**Extracted entries**

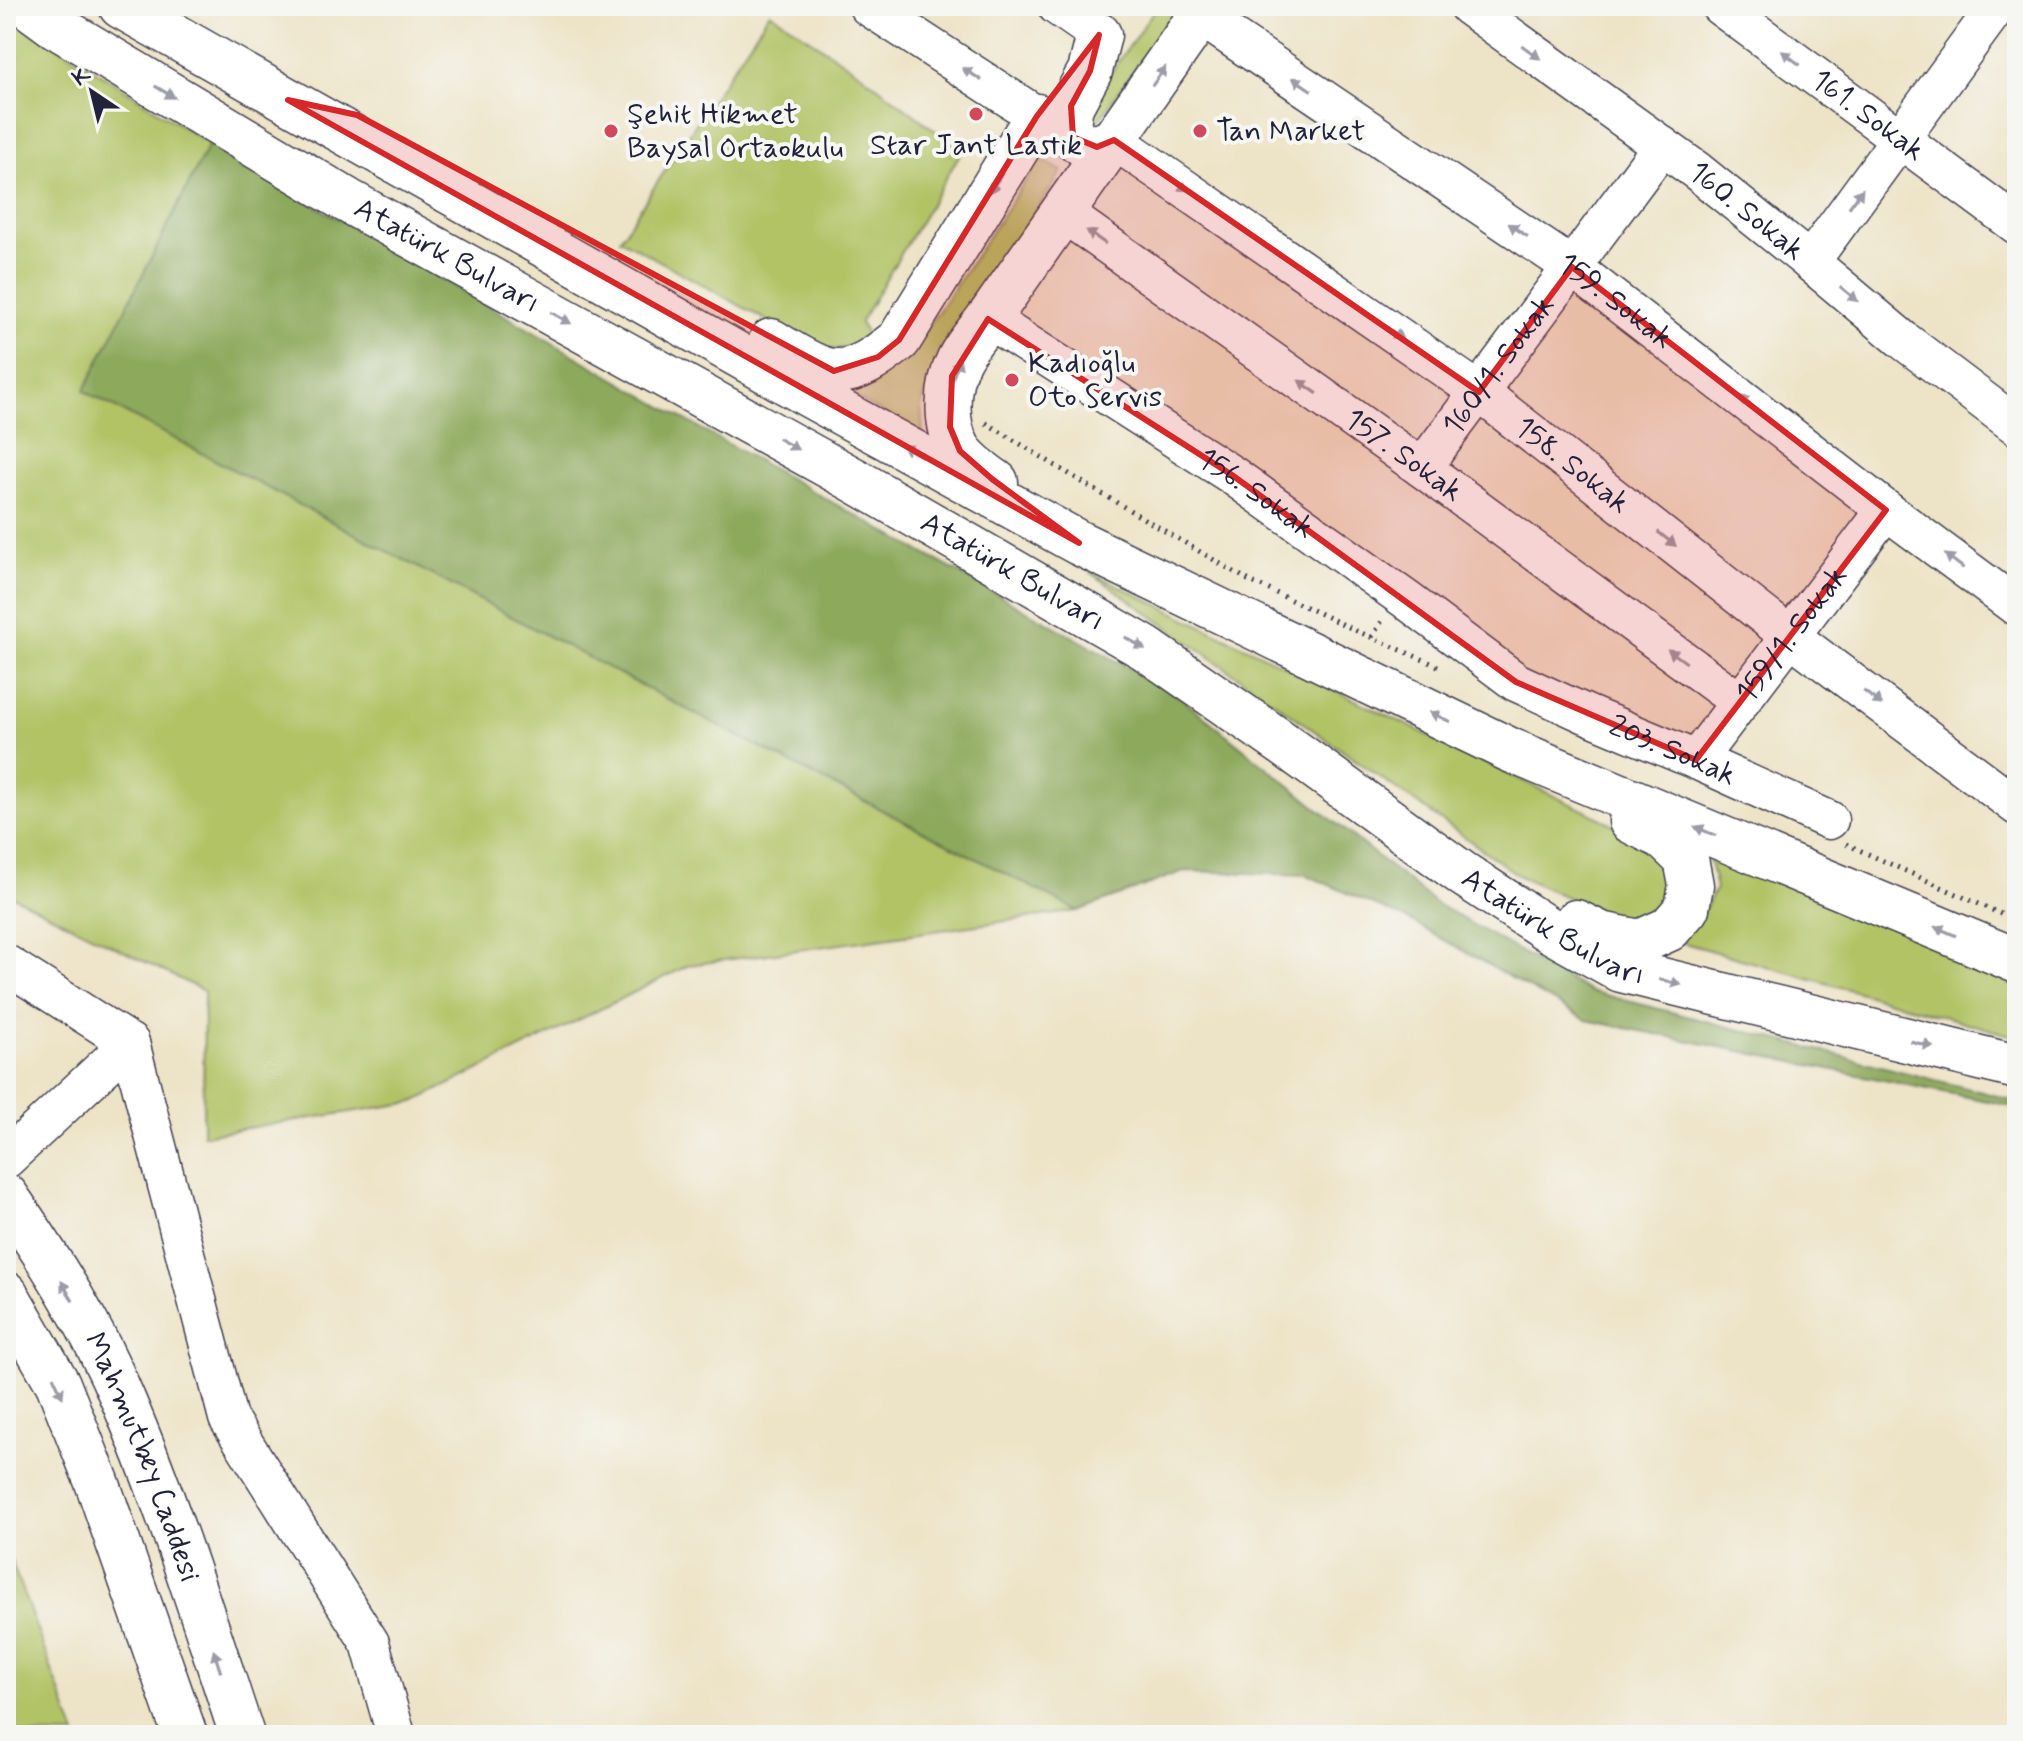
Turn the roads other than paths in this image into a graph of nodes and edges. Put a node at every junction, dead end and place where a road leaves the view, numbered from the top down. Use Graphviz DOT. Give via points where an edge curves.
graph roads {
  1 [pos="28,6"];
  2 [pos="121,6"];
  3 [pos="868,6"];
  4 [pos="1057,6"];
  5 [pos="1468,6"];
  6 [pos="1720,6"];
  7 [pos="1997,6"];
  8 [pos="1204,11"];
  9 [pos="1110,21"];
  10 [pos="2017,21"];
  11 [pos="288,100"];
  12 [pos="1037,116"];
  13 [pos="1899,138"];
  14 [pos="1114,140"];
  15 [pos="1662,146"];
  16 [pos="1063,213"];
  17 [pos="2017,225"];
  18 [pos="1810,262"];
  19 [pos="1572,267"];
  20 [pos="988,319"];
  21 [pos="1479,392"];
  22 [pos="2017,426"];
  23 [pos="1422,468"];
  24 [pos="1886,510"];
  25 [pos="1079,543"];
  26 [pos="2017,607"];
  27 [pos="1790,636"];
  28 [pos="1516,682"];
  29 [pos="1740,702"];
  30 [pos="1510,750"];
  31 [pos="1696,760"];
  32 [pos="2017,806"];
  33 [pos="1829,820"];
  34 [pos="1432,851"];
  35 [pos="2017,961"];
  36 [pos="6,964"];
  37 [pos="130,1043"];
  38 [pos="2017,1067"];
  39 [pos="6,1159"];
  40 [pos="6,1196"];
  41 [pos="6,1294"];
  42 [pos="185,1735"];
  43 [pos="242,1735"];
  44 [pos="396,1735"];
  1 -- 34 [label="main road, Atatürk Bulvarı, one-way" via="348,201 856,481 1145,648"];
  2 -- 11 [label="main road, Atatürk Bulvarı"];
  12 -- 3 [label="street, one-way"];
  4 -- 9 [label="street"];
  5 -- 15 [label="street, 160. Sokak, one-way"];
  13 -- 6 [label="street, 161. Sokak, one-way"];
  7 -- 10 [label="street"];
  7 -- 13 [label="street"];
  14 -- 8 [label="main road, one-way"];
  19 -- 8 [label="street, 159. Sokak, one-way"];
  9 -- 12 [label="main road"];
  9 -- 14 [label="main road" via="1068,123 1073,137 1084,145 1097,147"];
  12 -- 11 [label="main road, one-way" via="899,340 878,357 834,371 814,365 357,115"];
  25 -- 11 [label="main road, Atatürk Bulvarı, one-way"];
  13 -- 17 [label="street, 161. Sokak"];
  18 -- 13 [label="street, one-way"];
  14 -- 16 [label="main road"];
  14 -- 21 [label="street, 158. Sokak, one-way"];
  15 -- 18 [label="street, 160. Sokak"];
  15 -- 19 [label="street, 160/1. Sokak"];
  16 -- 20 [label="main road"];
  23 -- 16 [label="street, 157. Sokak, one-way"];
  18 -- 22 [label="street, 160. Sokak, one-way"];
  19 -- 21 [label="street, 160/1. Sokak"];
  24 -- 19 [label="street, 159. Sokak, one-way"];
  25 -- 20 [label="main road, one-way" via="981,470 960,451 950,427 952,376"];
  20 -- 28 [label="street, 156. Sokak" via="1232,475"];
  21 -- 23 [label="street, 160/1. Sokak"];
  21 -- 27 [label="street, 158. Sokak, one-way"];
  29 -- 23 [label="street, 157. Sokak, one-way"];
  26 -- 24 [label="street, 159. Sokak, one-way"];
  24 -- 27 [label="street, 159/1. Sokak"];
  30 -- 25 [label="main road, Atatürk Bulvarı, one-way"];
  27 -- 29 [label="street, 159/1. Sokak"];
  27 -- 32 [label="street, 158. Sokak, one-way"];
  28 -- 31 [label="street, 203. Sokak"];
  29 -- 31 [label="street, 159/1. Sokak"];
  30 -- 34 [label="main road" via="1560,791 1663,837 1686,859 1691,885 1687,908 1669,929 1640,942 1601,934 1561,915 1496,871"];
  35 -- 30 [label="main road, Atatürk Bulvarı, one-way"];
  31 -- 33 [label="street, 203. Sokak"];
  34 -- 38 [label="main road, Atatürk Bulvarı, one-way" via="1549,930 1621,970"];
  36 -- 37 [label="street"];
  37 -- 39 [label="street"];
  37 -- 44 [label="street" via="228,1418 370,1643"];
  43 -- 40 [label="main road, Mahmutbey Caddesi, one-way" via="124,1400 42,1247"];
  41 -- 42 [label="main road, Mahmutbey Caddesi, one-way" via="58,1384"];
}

**About this exercise**
When a line above contains the string "roads", copy that line.

**Exercise response**
Turn the roads other than paths in this image into a graph of nodes and edges. Put a node at every junction, dead end and place where a road leaves the view, numbered from the top down. Use Graphviz DOT. Give via points where an edge curves.
graph roads {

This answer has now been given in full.